The comparison to 11 who died during the Golden Gate Bridge construction seems pretty worthless. The FAQ at goldengatebridge.org says it was built by 10 prime contractors and the subcontractors, but also that they don't have any employment records from any of them so can't say how many workers were involved. It's also not a good project for comparison because it actually only had two fatal accidents. The first killed one man. The second killed 10 men, when a scaffold failed and the safety net did not catch them.

Up until that point, the project had set a record for remarkable safety. The norm for that kind of project was about one death per million dollars of construction, so getting that far with only one death was amazing, and even with all 11, I think they came in quite low. It was a $30 million project, so 30 deaths would have been normal. At that death rate, taking into account inflation, a project the size of the Qatar FIFA project would have, if safety was comparable to typical bridge projects at the time the Golden Gate was built, about 5000 deaths total for the project--which is close to what the article says they are looking at. However, bridge work is, I think, inherently more dangerous than much of the FIFA infrastructure work, and I'd hope bridge work today is more safe than bridge work was when the Golden Gate was built, so this is consistent with the Sochi comparison. Qatar does indeed to be doing something very wrong.

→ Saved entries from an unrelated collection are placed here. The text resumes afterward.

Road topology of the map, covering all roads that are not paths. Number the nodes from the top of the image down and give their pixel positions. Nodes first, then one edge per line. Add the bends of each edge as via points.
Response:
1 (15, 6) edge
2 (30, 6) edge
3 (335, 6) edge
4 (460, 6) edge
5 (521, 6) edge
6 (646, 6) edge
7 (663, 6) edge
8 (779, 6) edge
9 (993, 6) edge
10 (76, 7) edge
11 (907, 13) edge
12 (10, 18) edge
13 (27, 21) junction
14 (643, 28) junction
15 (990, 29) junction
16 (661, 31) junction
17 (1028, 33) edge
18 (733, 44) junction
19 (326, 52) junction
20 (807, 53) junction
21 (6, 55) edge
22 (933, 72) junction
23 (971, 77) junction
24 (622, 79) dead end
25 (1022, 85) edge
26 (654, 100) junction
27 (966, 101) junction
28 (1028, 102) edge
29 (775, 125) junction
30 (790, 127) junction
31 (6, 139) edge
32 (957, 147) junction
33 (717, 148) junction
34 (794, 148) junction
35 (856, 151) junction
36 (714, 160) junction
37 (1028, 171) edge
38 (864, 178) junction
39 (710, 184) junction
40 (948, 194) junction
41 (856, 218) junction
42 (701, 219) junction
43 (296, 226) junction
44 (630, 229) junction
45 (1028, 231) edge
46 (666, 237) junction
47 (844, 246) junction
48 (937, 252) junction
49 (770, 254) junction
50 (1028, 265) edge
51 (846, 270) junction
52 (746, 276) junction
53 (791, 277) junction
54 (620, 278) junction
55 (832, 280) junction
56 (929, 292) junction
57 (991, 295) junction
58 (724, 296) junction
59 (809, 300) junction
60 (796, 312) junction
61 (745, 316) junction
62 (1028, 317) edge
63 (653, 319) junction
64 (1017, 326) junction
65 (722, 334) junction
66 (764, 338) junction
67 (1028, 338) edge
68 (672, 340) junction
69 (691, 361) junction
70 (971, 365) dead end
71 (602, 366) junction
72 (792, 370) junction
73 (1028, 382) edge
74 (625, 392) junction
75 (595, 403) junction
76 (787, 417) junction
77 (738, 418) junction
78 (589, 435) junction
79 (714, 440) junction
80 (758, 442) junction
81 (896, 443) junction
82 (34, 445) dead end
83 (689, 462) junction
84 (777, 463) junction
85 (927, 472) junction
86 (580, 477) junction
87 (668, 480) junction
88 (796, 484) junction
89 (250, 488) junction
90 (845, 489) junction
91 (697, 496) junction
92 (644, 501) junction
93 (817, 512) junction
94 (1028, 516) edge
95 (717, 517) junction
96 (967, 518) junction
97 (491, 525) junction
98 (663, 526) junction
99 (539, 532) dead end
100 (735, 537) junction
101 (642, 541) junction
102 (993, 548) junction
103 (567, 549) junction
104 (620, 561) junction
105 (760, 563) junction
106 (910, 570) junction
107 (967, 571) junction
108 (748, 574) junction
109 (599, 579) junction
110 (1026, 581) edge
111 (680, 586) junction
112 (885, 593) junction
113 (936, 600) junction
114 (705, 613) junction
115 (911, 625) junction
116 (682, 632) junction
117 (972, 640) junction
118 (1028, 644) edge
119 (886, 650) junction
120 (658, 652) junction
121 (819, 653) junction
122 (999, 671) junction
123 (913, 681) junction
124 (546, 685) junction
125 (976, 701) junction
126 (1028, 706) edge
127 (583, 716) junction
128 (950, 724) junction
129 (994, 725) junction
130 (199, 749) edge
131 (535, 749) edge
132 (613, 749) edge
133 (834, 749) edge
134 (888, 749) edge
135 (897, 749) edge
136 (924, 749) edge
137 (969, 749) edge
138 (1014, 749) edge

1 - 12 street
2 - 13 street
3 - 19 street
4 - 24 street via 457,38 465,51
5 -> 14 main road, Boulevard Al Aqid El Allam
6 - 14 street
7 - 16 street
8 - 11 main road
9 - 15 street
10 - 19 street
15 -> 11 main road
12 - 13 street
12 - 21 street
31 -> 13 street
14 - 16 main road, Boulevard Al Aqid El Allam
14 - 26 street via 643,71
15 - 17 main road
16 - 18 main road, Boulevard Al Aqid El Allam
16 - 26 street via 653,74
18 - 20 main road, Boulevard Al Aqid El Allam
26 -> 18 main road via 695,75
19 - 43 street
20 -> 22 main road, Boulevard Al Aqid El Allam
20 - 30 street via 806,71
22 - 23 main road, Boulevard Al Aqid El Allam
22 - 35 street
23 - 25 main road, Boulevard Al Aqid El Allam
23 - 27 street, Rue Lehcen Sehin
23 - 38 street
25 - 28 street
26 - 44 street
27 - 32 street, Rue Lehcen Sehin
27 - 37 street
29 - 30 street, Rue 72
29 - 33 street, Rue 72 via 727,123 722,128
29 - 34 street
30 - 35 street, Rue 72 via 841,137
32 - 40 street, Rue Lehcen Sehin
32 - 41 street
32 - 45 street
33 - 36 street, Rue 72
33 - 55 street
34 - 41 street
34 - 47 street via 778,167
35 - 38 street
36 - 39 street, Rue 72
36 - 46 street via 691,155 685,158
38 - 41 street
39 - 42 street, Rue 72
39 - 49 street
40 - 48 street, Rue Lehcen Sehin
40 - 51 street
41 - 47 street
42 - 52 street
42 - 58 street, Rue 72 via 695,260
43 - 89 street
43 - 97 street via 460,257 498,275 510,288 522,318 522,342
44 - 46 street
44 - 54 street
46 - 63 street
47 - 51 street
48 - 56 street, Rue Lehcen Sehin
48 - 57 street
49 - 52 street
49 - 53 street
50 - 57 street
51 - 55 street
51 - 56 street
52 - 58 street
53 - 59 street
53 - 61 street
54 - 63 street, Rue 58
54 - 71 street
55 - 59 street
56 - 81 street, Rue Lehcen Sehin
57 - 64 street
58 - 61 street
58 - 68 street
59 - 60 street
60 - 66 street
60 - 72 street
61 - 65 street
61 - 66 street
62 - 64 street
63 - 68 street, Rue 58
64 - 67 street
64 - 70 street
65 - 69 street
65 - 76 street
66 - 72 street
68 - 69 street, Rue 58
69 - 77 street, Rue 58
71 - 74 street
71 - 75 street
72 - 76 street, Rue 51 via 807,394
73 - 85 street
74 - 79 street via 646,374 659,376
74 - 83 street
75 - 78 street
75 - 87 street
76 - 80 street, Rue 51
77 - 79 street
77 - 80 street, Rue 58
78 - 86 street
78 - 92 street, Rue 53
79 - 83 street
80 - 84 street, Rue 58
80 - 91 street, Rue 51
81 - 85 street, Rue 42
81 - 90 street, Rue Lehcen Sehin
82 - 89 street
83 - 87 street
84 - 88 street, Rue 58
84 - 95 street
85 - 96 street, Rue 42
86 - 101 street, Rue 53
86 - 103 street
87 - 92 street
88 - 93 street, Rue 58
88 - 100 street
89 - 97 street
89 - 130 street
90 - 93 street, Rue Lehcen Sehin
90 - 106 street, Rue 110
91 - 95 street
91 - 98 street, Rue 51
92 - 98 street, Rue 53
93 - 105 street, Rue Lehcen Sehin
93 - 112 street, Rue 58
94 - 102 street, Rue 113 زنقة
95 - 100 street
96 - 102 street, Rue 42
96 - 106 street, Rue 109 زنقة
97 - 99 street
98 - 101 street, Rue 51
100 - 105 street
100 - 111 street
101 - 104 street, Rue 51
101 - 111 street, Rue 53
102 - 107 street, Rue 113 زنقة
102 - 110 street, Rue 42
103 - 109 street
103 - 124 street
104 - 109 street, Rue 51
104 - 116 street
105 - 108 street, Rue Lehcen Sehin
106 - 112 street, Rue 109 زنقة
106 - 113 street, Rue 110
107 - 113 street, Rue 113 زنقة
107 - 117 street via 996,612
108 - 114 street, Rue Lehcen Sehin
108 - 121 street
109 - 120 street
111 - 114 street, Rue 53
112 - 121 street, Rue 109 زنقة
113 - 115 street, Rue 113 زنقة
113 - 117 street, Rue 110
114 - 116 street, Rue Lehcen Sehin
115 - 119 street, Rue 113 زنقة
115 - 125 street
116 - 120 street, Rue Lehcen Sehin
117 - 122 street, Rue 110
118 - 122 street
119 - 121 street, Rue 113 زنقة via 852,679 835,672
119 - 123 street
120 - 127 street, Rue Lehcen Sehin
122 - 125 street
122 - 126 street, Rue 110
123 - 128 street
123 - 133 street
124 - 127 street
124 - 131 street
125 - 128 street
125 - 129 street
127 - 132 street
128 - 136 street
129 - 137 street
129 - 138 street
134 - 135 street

Conclusion: something very bad is indeed happening in Qatar.


As another data point, there were no deaths during the construction of London 2012 Olympic Park: http://www.hse.gov.uk/press/2012/hse-olympics-research.htm

There was a single death during the construction for the 2010 Winter Olympics in Vancouver, and 10 deaths during construction for the 2008 Beijing Olympics.

http://constructiondatacompany.com/olympics-world-cup-constr...

(As you speculate for Sochi, there may also be reporting issues for the Beijing Olympics, but that is nothing but speculation on my part. I don't believe that the same could be said of the construction projects in UK or Canada.)

There is something _really_ wrong going on in Qatar.


Thanks for spotting base rate neglect.


Forget asking Qatar to kill fewer people, etc. The world should simply force Qatar to withdraw.

Any number of countries have the infrastructure to support the event and would be happy to do so without resorting to quasi-slavery.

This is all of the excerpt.